In order to ‘fight the common enemy’ we have to have a leader who possesses all three of these qualities – preferably in spades. It’s not even a left/right thing. I don’t find Corbyn’s socialist politics-seminar-all-you-can-eat buffet particularly nourishing, but if I truly believed he was a winner, a leader, an effective political force, a smart strategic operator, I would be behind him all the way. Absolutely. One hundred per cent. Maybe even a hundred AND TEN per cent like they do on X-Factor.

Oldham has certainly bought him a tiny bit of breathing space. If things had gone badly, then it would have been hard to avoid a major crisis – a coup or a putsch – before Christmas. It would have triggered an existential crisis for the Labour Party. Just as Corbyn doesn’t have a capable alternative front bench waiting in the wings, neither is there an alternative unifying candidate anywhere near ready to replace him. All sides must use this time well. Jeremy has to show that he is learning how to work in a team.
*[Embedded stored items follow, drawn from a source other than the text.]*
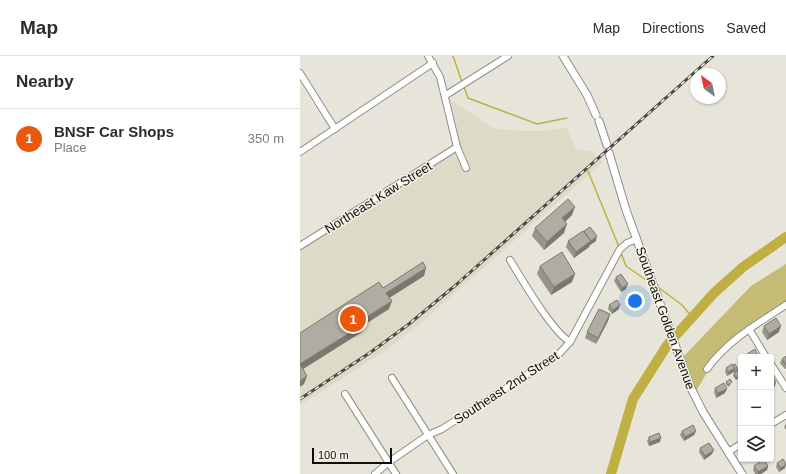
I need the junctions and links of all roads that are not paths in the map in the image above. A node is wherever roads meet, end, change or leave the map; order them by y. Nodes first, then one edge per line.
1 (428, 56) edge
2 (508, 56) edge
3 (563, 56) edge
4 (433, 63) junction
5 (300, 73) edge
6 (446, 95) junction
7 (335, 129) junction
8 (606, 145) dead end
9 (457, 147) junction
10 (300, 152) edge
11 (609, 153) dead end
12 (466, 168) dead end
13 (637, 238) junction
14 (300, 246) edge
15 (510, 260) dead end
16 (786, 305) edge
17 (749, 329) junction
18 (570, 342) junction
19 (764, 354) edge
20 (707, 369) dead end
21 (774, 369) edge
22 (392, 378) dead end
23 (786, 388) edge
24 (345, 394) dead end
25 (786, 415) edge
26 (774, 422) edge
27 (428, 435) junction
28 (738, 446) edge
29 (728, 452) junction
30 (389, 462) junction
31 (376, 474) edge
32 (396, 474) edge
33 (452, 474) edge
34 (742, 474) edge

1 - 4 street
2 - 6 street
3 - 8 street
4 - 6 street
4 - 7 street
5 - 7 street
6 - 9 street
7 - 10 street
9 - 12 street
9 - 14 street, Northeast Kaw Street
11 - 13 street, Southeast Golden Avenue
13 - 18 street, Southeast 2nd Street
13 - 29 street, Southeast Golden Avenue
15 - 18 street
16 - 17 street
17 - 19 street
17 - 20 street
18 - 27 street, Southeast 2nd Street
21 - 23 street
22 - 27 street
24 - 30 street
25 - 26 street
27 - 30 street, Southeast 2nd Street
27 - 33 street
28 - 29 street
29 - 34 street, Southeast Golden Avenue
30 - 31 street, Southeast 2nd Street
30 - 32 street

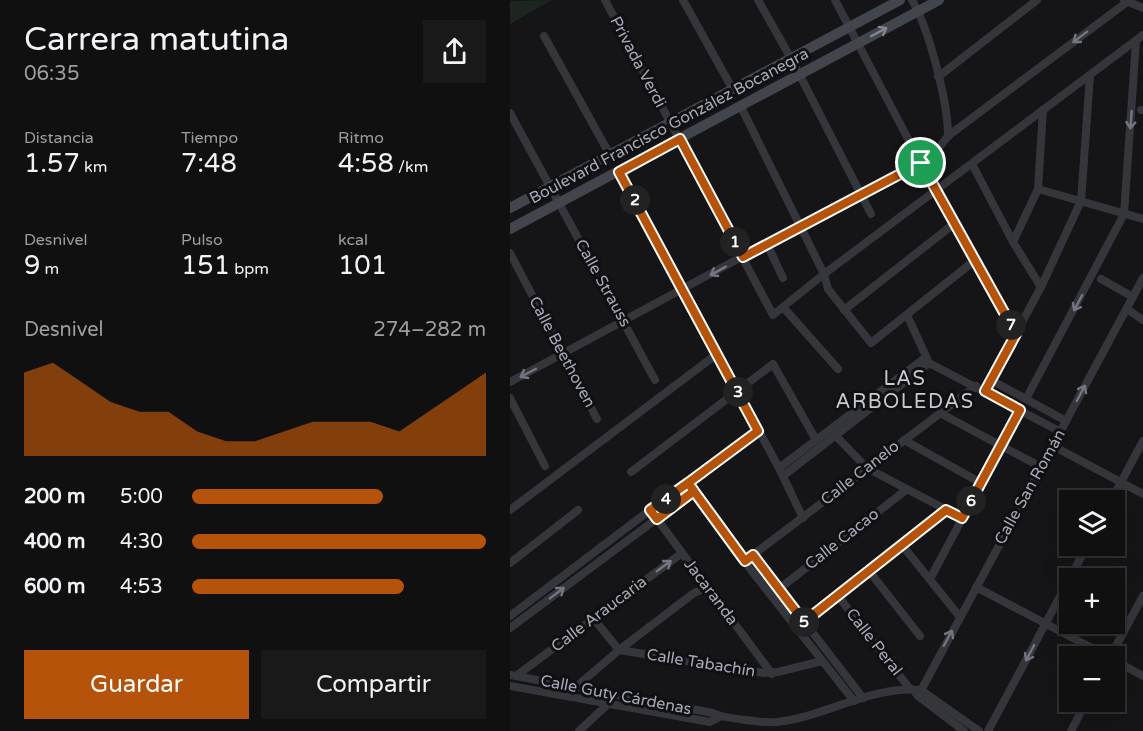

Those who want to find a different way forward for the party must look how to achieve this through persuasion, inclusion and constructive democratic change, and not by destroying the mother ship in the hope that something they like crawls out of the wreckage.

Oldham has to give us time to move forward, not just be a moment of respite that put off the inevitable melt down.

I have no idea how next May will go, but sooner or later there will be a by election in one of those 106 marginals, and then let’s all hope that lessons can be learned, problems faced and addressed, and a parliamentary seat won from the Tories which genuinely does suggest that there is a strong, deep-rooted and broad change in a persuaded electorate which could foreshadow a Labour government in 2020…

…which is an objective shared by Corbyn loyalists and cartoon monkeys alike.

King-louie

I want to be like you-hoo-hoooo in fighting the common enemy!